Man was a pretty considerate entity. Just for us twenty-two, he went to the trouble of rejuvenating a little restaurant-tavern and staffing it at all hours (I never saw a Man eat or drink—guess they’d discovered a way around it). I was sitting in there one evening, drinking beer and reading their book, when Charlie came in and sat down next to me.

Without preamble, he said, “I’m going to give it a try.”

“Give what a try?”

“Women. Hetero.” He shuddered. “No offense…it’s not really very appealing.” He patted my hand, looking distracted. “But the alternative…have you tried it?”

“Well…no, I haven’t.” Female Man was a visual treat, but only in the same sense as a painting or a piece of sculpture. I just couldn’t see them as human beings.

“Don’t.” He didn’t elaborate. “Besides, they say—he says, she says, it says—that they can change me back just as easily. If I don’t like it.”

“You’ll like it, Charlie.”

“Sure; that’s what they say.” He ordered a stiff drink. “Just seems unnatural. Anyway, since, uh, I’m going to make the switch, do you mind if…why don’t we plan on going to the same planet?”

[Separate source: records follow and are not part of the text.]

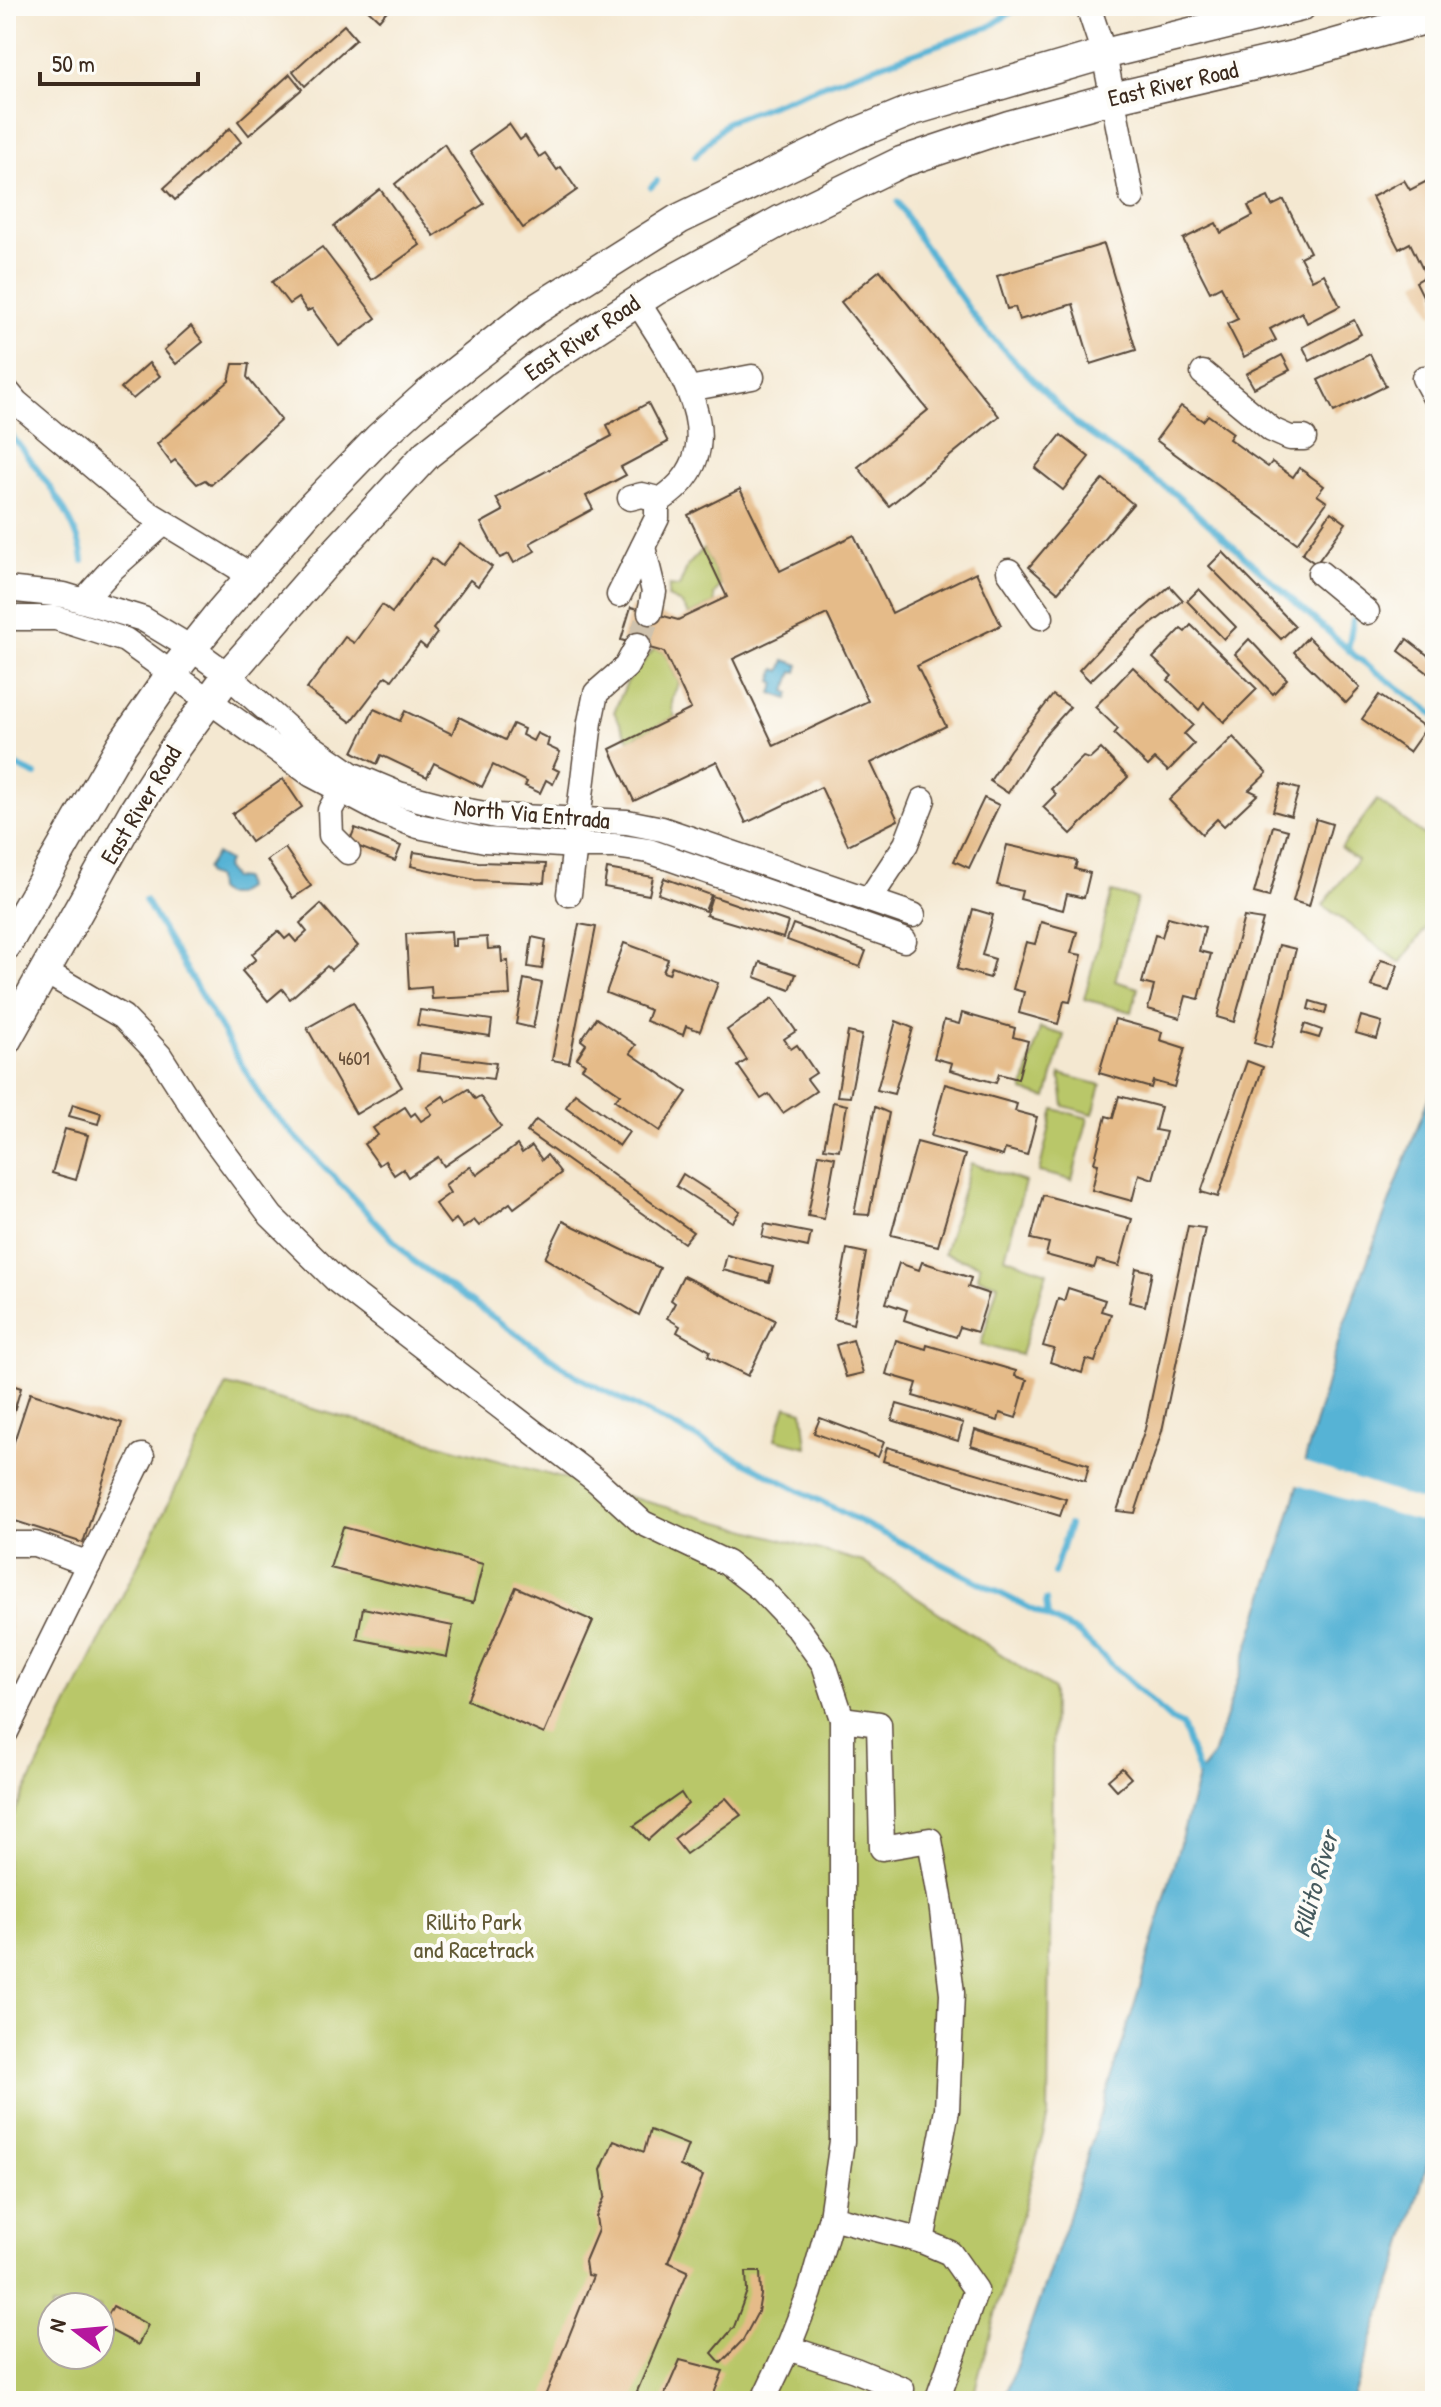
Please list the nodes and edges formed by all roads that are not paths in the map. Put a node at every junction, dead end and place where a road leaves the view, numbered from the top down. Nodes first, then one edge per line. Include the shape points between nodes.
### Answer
1 (1088, 6) edge
2 (1301, 6) edge
3 (1435, 16) edge
4 (1104, 54) junction
5 (1112, 98) junction
6 (1132, 197) dead end
7 (637, 301) junction
8 (1203, 373) dead end
9 (752, 377) dead end
10 (689, 389) junction
11 (6, 390) edge
12 (1304, 438) dead end
13 (630, 498) dead end
14 (657, 502) junction
15 (164, 523) junction
16 (643, 547) junction
17 (1009, 571) dead end
18 (1320, 573) dead end
19 (252, 576) junction
20 (6, 589) edge
21 (619, 595) dead end
22 (83, 601) junction
23 (650, 612) tunnel mouth
24 (1367, 612) dead end
25 (1041, 617) dead end
26 (6, 618) edge
27 (638, 645) tunnel mouth
28 (191, 648) junction
29 (172, 673) junction
30 (228, 675) junction
31 (210, 701) junction
32 (341, 791) junction
33 (923, 800) dead end
34 (578, 819) junction
35 (575, 846) junction
36 (348, 852) dead end
37 (569, 894) dead end
38 (869, 900) junction
39 (913, 915) dead end
40 (904, 940) dead end
41 (6, 945) edge
42 (46, 972) junction
43 (6, 1040) edge
44 (142, 1456) dead end
45 (6, 1544) edge
46 (89, 1564) junction
47 (842, 1719) junction
48 (6, 1732) edge
49 (831, 2217) junction
50 (922, 2241) junction
51 (788, 2348) junction
52 (902, 2389) dead end
53 (763, 2401) edge
54 (937, 2401) edge

1 - 4 street
2 - 4 main road, East River Road
3 - 5 main road, East River Road
4 - 5 street
4 - 19 main road, East River Road via 913,110 679,219 535,310 428,394 308,511
5 - 6 street
5 - 7 main road, East River Road via 901,162 782,220
7 - 10 street
7 - 30 main road, East River Road via 541,364 427,454
8 - 12 street via 1272,430
9 - 10 street
10 - 14 street via 700,435 695,457 679,487
11 - 15 street
13 - 14 street via 649,496
14 - 16 street via 657,518
15 - 19 street
15 - 22 street
16 - 21 street
16 - 23 street via 654,592
17 - 25 street
18 - 24 street
19 - 28 main road, East River Road
20 - 22 street, North Via Entrada
22 - 28 street, North Via Entrada via 143,619
26 - 29 street, North Via Entrada via 56,618 125,640
27 - 34 street via 626,667 596,693
28 - 29 main road, East River Road
28 - 30 street, North Via Entrada
29 - 31 street, North Via Entrada
29 - 41 main road, East River Road via 121,746
30 - 31 main road, East River Road
30 - 34 street, North Via Entrada via 295,735 351,774 399,794 496,816
31 - 32 street, North Via Entrada
31 - 42 main road, East River Road via 133,813
32 - 35 street, North Via Entrada via 384,813 448,834
32 - 36 street via 330,810 331,835
33 - 38 street via 906,844
34 - 35 street
34 - 38 street, North Via Entrada via 662,829
35 - 37 street
35 - 40 street, North Via Entrada via 649,851
38 - 39 street, North Via Entrada
42 - 43 main road, East River Road
42 - 47 street via 123,1017 148,1043 271,1216 337,1281 597,1481 643,1523 727,1563 762,1590 824,1664
44 - 46 street
45 - 46 street via 35,1544
46 - 48 street
47 - 49 street via 842,2141
47 - 50 street via 879,1724 882,1848 930,1840 941,1903 952,1993 947,2110
49 - 50 street
49 - 51 street
50 - 54 street via 950,2253 976,2290
51 - 52 street
51 - 53 street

“Sure, Charlie, that’d be great.” I meant it. “You know where you’re going?”

“Hell, I don’t care. Just away from here.”

“I wonder if Heaven’s still as nice—”

“No.” Charlie jerked a thumb at the bartender. “He lives there.”

“I don’t know. I guess there’s a list.”

A man came into the tavern, pushing a cart piled high with folders. “Major Mandella? Captain Moore?”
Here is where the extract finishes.